Franz B. Holocaust testimony (HVT-4299) interviewed by Yannis Thanassekos and Jean-Marie De Becker
- Brussels, Belgium : Fondation Auschwitz, 2002
- Interview Date
- February 2, February 26 and March 5, 2002.
- 2 copies: Betacam SP master; and 1/2 in. VHS with time coding.
- Cite As
- Franz B. Holocaust Testimony (HVT-4299). Fortunoff Video Archive for Holocaust Testimonies, Yale University Library.
Videotape testimony of Franz B., a non-Jew, who was born in Péruwelz, Belgium in 1924. He recalls moving to Congo in 1932, where his father was a gold miner; his mother's death nine days after giving birth to his younger sister; returning to Belgium with his sister in 1935; living with his maternal aunt; attending school in Mons; German invasion in May 1940; military draft; transport to Toulouse; working on a farm for three months; repatriation in August; returning to school; joining the Resistance in October 1941; distributing flyers at night; working as an engineer in a chemical company beginning in fall 1942; organizing a Resistance unit among his co-workers; registering at the train station to leave for mandatory forced labor in Germany in March 1943, then going into hiding (the authorities thought he was in Germany); obtaining false papers; hiding with a women who also hid a Jewish boy, whom he involved in the Resistance; hiding with other resistants in Ghlin; finding another hiding place for the Jewish boy; moving to Borinage; hiding in Dinant, then returning to Borinage; arrest on August 1, 1943; imprisonment at Avenue Louise with other Resistants; violent interrogations; transfer to St. Gilles; a head wound from a beating resulting in two days of unconsciousness; solitary confinement for ten days; receiving a Red Cross package; and transfer to Essen in November, then to Esterwegen as a "Nacht und Nebel" political prisoner.

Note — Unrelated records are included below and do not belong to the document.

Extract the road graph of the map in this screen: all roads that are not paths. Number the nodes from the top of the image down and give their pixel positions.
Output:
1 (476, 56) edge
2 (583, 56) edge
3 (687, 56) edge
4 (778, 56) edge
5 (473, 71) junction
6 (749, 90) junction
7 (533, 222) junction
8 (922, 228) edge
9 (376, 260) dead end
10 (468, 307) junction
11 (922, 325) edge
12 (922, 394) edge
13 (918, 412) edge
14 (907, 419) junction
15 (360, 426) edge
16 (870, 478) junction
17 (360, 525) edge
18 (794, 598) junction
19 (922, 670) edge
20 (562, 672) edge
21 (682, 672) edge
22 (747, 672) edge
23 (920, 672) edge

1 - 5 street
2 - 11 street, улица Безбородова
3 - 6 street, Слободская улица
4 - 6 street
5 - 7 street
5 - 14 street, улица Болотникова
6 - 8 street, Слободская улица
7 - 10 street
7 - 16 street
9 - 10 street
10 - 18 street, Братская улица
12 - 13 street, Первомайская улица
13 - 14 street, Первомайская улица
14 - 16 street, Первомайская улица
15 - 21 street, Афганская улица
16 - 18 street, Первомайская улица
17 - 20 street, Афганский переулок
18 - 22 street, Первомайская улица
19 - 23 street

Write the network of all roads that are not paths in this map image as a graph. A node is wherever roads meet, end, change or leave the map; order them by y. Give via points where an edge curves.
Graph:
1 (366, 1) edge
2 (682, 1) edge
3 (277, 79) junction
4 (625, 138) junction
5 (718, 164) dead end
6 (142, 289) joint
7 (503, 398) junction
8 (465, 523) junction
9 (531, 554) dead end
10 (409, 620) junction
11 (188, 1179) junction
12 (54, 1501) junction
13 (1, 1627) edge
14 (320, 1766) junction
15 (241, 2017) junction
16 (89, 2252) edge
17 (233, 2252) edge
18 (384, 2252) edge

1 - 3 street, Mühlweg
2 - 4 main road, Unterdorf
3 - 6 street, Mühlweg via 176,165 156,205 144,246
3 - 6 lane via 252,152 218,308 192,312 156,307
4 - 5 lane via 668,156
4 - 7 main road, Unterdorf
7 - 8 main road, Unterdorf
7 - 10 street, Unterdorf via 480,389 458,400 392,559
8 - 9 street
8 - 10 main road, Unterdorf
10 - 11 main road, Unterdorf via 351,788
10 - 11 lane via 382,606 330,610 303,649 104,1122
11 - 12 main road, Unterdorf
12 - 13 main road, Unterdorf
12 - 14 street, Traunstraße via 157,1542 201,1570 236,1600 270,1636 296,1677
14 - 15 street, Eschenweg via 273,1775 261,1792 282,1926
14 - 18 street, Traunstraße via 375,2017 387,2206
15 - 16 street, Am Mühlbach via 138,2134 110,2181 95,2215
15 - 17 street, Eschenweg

Mr. B. tells of hospitalization for his infected head wound; the abscess bursting on January 1, 1944, his twentieth birthday; prisoners organizing discussions to distract themselves from extreme hunger; Catholics and Protestants holding religious services; Freemason meetings; receiving outside news from a clandestine radio; entertaining each other with songs and jokes; transfer to Börgermoor in February 1945; improved conditions; transfer to Ichtershausen in April; solitary confinement for three months; a whipping; imagining postwar life in order not to lose hope during his constant anguish; work being brought to his cell; moving to a group setting; hearing of the Allied landing and Belgian liberation; reestablishing the camaraderie the camp prisoners had had in Esterwegen; Allied bombings; a forced march toward Czechoslovakia; escaping with four others; a local farmer hiding and feeding them and other escapees; liberation by United States troops; some deaths resulting from food the Americans provided; repatriation to Belgium in May; a Red Cross interview; reunion with his family; hostile interrogations by Belgian authorities; unjust exclusion from postwar Resistance groups due to political and intergroup conflicts; marriage in 1946; the births of two children; his career as an academic; retirement in 1989; and researching his experiences. Mr. B. notes not sharing his experiences for forty years, even with his family and children, and recurring nightmares of Ichtershausen.